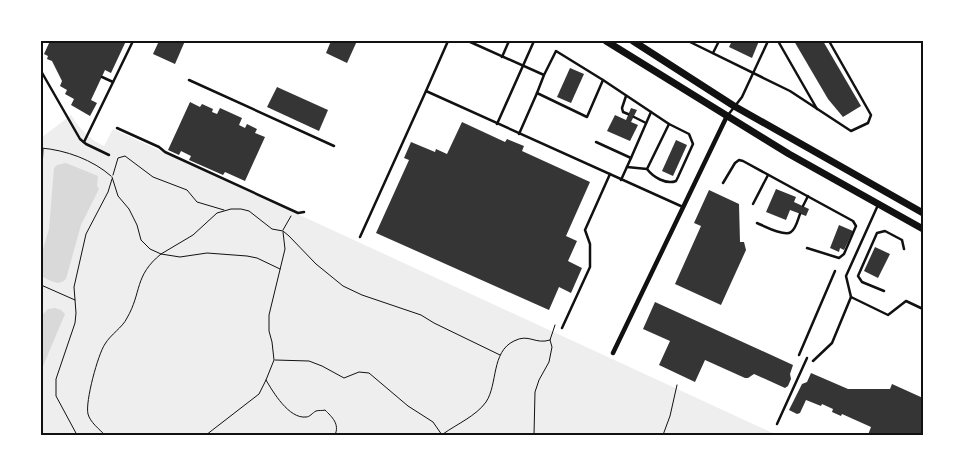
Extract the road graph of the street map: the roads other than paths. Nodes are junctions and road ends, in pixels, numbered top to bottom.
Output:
1 (133, 41) edge
2 (448, 41) edge
3 (468, 41) edge
4 (509, 41) edge
5 (534, 41) edge
6 (606, 41) edge
7 (633, 41) edge
8 (688, 41) edge
9 (719, 41) edge
10 (768, 41) edge
11 (778, 41) edge
12 (829, 41) edge
13 (713, 54) junction
14 (502, 57) junction
15 (523, 66) junction
16 (41, 71) edge
17 (753, 74) junction
18 (544, 75) junction
19 (102, 77) dead end
20 (189, 80) dead end
21 (603, 80) junction
22 (113, 82) junction
23 (426, 91) junction
24 (537, 93) junction
25 (626, 96) junction
26 (734, 106) junction
27 (818, 110) junction
28 (650, 112) junction
29 (628, 114) dead end
30 (727, 116) junction
31 (634, 117) dead end
32 (646, 123) junction
33 (497, 124) junction
34 (669, 124) junction
35 (117, 128) dead end
36 (519, 134) junction
37 (84, 142) junction
38 (596, 142) dead end
39 (334, 146) dead end
40 (109, 155) dead end
41 (631, 158) junction
42 (627, 167) junction
43 (647, 168) junction
44 (610, 174) junction
45 (768, 175) junction
46 (622, 180) junction
47 (723, 183) dead end
48 (808, 196) junction
49 (753, 204) dead end
50 (878, 205) junction
51 (803, 206) dead end
52 (683, 207) junction
53 (304, 212) dead end
54 (923, 213) edge
55 (800, 214) dead end
56 (757, 223) dead end
57 (923, 229) edge
58 (360, 237) dead end
59 (807, 248) dead end
60 (904, 249) dead end
61 (836, 271) dead end
62 (884, 291) dead end
63 (851, 297) junction
64 (923, 308) edge
65 (562, 328) dead end
66 (613, 353) dead end
67 (799, 354) dead end
68 (807, 358) dead end
69 (813, 361) dead end
70 (777, 424) dead end

1 - 22 lane
2 - 23 lane
3 - 14 lane
4 - 14 lane
5 - 15 lane
6 - 30 main road
7 - 26 main road
8 - 13 lane
9 - 13 lane
10 - 17 lane
11 - 27 lane
12 - 27 lane
13 - 17 lane
14 - 15 lane
15 - 18 lane
15 - 33 lane
16 - 37 lane
17 - 26 lane
17 - 27 lane
18 - 21 lane
18 - 24 lane
19 - 22 lane
20 - 39 lane
21 - 24 lane
21 - 25 lane
22 - 37 lane
23 - 33 lane
23 - 58 lane
24 - 36 lane
25 - 28 lane
25 - 29 lane
26 - 30 lane
26 - 54 main road
28 - 32 lane
28 - 34 lane
30 - 50 main road
30 - 52 street
31 - 32 lane
32 - 41 lane
33 - 36 lane
34 - 43 lane
34 - 43 lane
35 - 53 lane
36 - 44 lane
37 - 40 lane
38 - 41 lane
41 - 42 lane
42 - 43 lane
42 - 46 lane
44 - 46 lane
44 - 65 lane
45 - 47 lane
45 - 48 lane
45 - 49 lane
46 - 52 lane
48 - 51 lane
48 - 59 lane
50 - 57 main road
50 - 63 lane
52 - 66 street
55 - 56 lane
60 - 62 lane
61 - 67 lane
63 - 64 lane
63 - 69 lane
68 - 70 lane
####################
▶ [WORK TO BE COMPLETED] Leave the images out and give the rest of the data again exactly.

▶ [WRITTEN SOLUTION]
Extract the road graph of the street map: the roads other than paths. Nodes are junctions and road ends, in pixels, numbered top to bottom.
Output:
1 (133, 41) edge
2 (448, 41) edge
3 (468, 41) edge
4 (509, 41) edge
5 (534, 41) edge
6 (606, 41) edge
7 (633, 41) edge
8 (688, 41) edge
9 (719, 41) edge
10 (768, 41) edge
11 (778, 41) edge
12 (829, 41) edge
13 (713, 54) junction
14 (502, 57) junction
15 (523, 66) junction
16 (41, 71) edge
17 (753, 74) junction
18 (544, 75) junction
19 (102, 77) dead end
20 (189, 80) dead end
21 (603, 80) junction
22 (113, 82) junction
23 (426, 91) junction
24 (537, 93) junction
25 (626, 96) junction
26 (734, 106) junction
27 (818, 110) junction
28 (650, 112) junction
29 (628, 114) dead end
30 (727, 116) junction
31 (634, 117) dead end
32 (646, 123) junction
33 (497, 124) junction
34 (669, 124) junction
35 (117, 128) dead end
36 (519, 134) junction
37 (84, 142) junction
38 (596, 142) dead end
39 (334, 146) dead end
40 (109, 155) dead end
41 (631, 158) junction
42 (627, 167) junction
43 (647, 168) junction
44 (610, 174) junction
45 (768, 175) junction
46 (622, 180) junction
47 (723, 183) dead end
48 (808, 196) junction
49 (753, 204) dead end
50 (878, 205) junction
51 (803, 206) dead end
52 (683, 207) junction
53 (304, 212) dead end
54 (923, 213) edge
55 (800, 214) dead end
56 (757, 223) dead end
57 (923, 229) edge
58 (360, 237) dead end
59 (807, 248) dead end
60 (904, 249) dead end
61 (836, 271) dead end
62 (884, 291) dead end
63 (851, 297) junction
64 (923, 308) edge
65 (562, 328) dead end
66 (613, 353) dead end
67 (799, 354) dead end
68 (807, 358) dead end
69 (813, 361) dead end
70 (777, 424) dead end

1 - 22 lane
2 - 23 lane
3 - 14 lane
4 - 14 lane
5 - 15 lane
6 - 30 main road
7 - 26 main road
8 - 13 lane
9 - 13 lane
10 - 17 lane
11 - 27 lane
12 - 27 lane
13 - 17 lane
14 - 15 lane
15 - 18 lane
15 - 33 lane
16 - 37 lane
17 - 26 lane
17 - 27 lane
18 - 21 lane
18 - 24 lane
19 - 22 lane
20 - 39 lane
21 - 24 lane
21 - 25 lane
22 - 37 lane
23 - 33 lane
23 - 58 lane
24 - 36 lane
25 - 28 lane
25 - 29 lane
26 - 30 lane
26 - 54 main road
28 - 32 lane
28 - 34 lane
30 - 50 main road
30 - 52 street
31 - 32 lane
32 - 41 lane
33 - 36 lane
34 - 43 lane
34 - 43 lane
35 - 53 lane
36 - 44 lane
37 - 40 lane
38 - 41 lane
41 - 42 lane
42 - 43 lane
42 - 46 lane
44 - 46 lane
44 - 65 lane
45 - 47 lane
45 - 48 lane
45 - 49 lane
46 - 52 lane
48 - 51 lane
48 - 59 lane
50 - 57 main road
50 - 63 lane
52 - 66 street
55 - 56 lane
60 - 62 lane
61 - 67 lane
63 - 64 lane
63 - 69 lane
68 - 70 lane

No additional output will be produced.